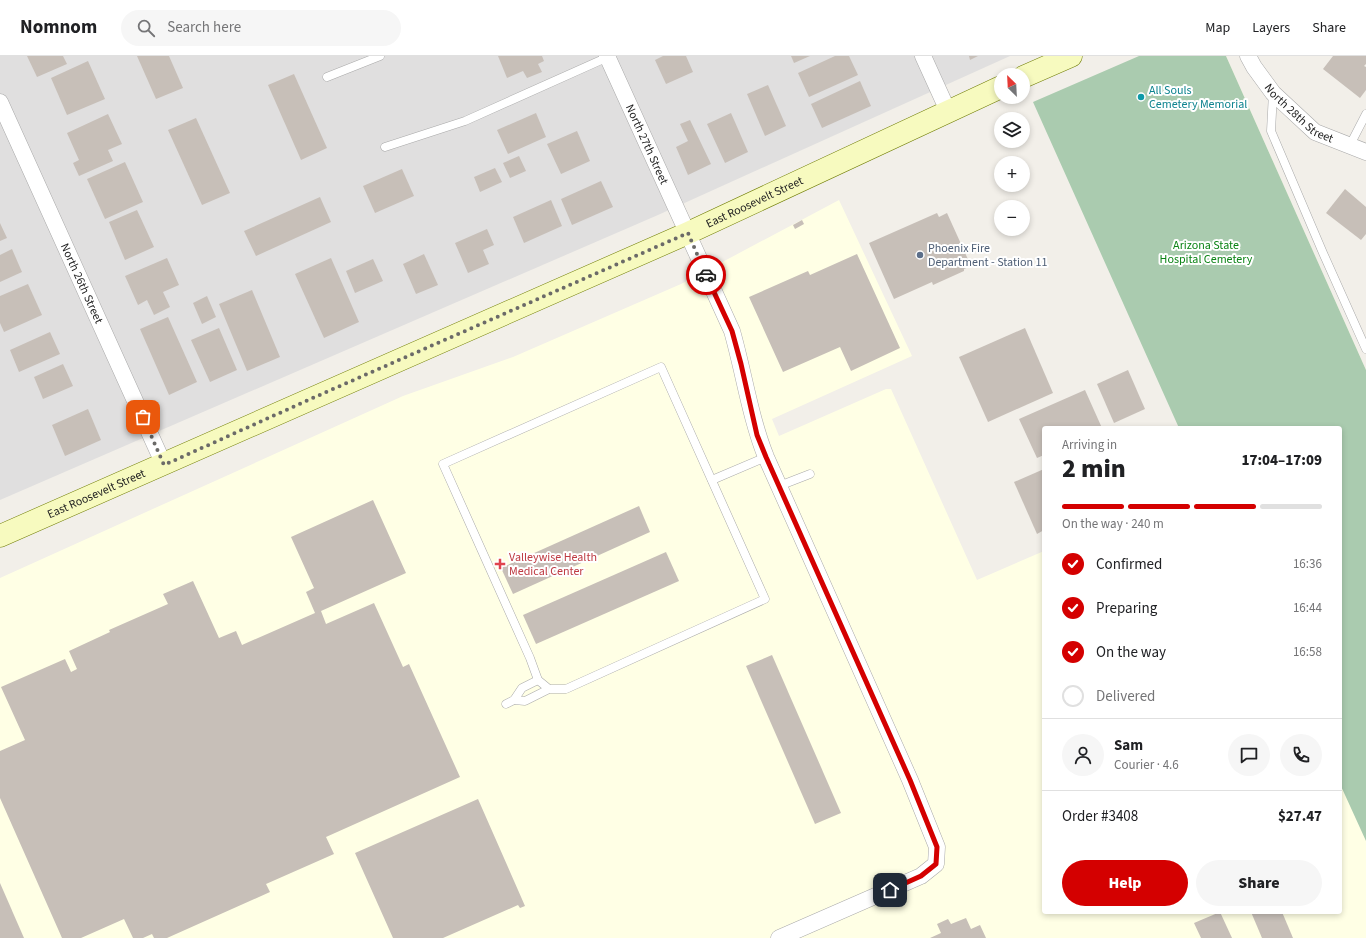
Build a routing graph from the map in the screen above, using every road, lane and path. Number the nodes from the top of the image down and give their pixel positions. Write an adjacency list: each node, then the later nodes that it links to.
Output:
1 (380, 56): 7 (lane)
2 (923, 56): 11 (street)
3 (1071, 56): 6 (street)
4 (1248, 56): 9 (street, North 28th Street)
5 (608, 57): 14 (lane); 16 (street, North 27th Street)
6 (1030, 75)
7 (327, 77)
8 (994, 90): 11 (street, East Roosevelt Street)
9 (1273, 92): 13 (street, North 28th Street); 17 (lane)
10 (0, 102): 19 (street, North 26th Street)
11 (948, 111): 16 (street, East Roosevelt Street)
12 (1366, 114): 13 (lane)
13 (1350, 145): 15 (street, North 28th Street)
14 (385, 146)
15 (1366, 152)
16 (688, 233): 18 (street, North 27th Street); 19 (street, East Roosevelt Street)
17 (1366, 349)
18 (766, 457): 21 (lane); 22 (street, North 27th Street)
19 (164, 465): 23 (street, East Roosevelt Street)
20 (810, 474): 22 (lane)
21 (712, 480): 24 (lane); 25 (lane)
22 (779, 486): 28 (street, North 27th Street)
23 (0, 536)
24 (538, 680): 25 (lane); 26 (lane)
25 (549, 689): 26 (lane)
26 (514, 700): 27 (lane)
27 (506, 704)
28 (779, 938)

● ● ● ● ● ● ●

#### [YOUR OBJECTIVE]
With the pictures removed, set down every line of the listing above exactly.

#### [YOUR SOLUTION]
Build a routing graph from the map in the screen above, using every road, lane and path. Number the nodes from the top of the image down and give their pixel positions. Write an adjacency list: each node, then the later nodes that it links to.
Output:
1 (380, 56): 7 (lane)
2 (923, 56): 11 (street)
3 (1071, 56): 6 (street)
4 (1248, 56): 9 (street, North 28th Street)
5 (608, 57): 14 (lane); 16 (street, North 27th Street)
6 (1030, 75)
7 (327, 77)
8 (994, 90): 11 (street, East Roosevelt Street)
9 (1273, 92): 13 (street, North 28th Street); 17 (lane)
10 (0, 102): 19 (street, North 26th Street)
11 (948, 111): 16 (street, East Roosevelt Street)
12 (1366, 114): 13 (lane)
13 (1350, 145): 15 (street, North 28th Street)
14 (385, 146)
15 (1366, 152)
16 (688, 233): 18 (street, North 27th Street); 19 (street, East Roosevelt Street)
17 (1366, 349)
18 (766, 457): 21 (lane); 22 (street, North 27th Street)
19 (164, 465): 23 (street, East Roosevelt Street)
20 (810, 474): 22 (lane)
21 (712, 480): 24 (lane); 25 (lane)
22 (779, 486): 28 (street, North 27th Street)
23 (0, 536)
24 (538, 680): 25 (lane); 26 (lane)
25 (549, 689): 26 (lane)
26 (514, 700): 27 (lane)
27 (506, 704)
28 (779, 938)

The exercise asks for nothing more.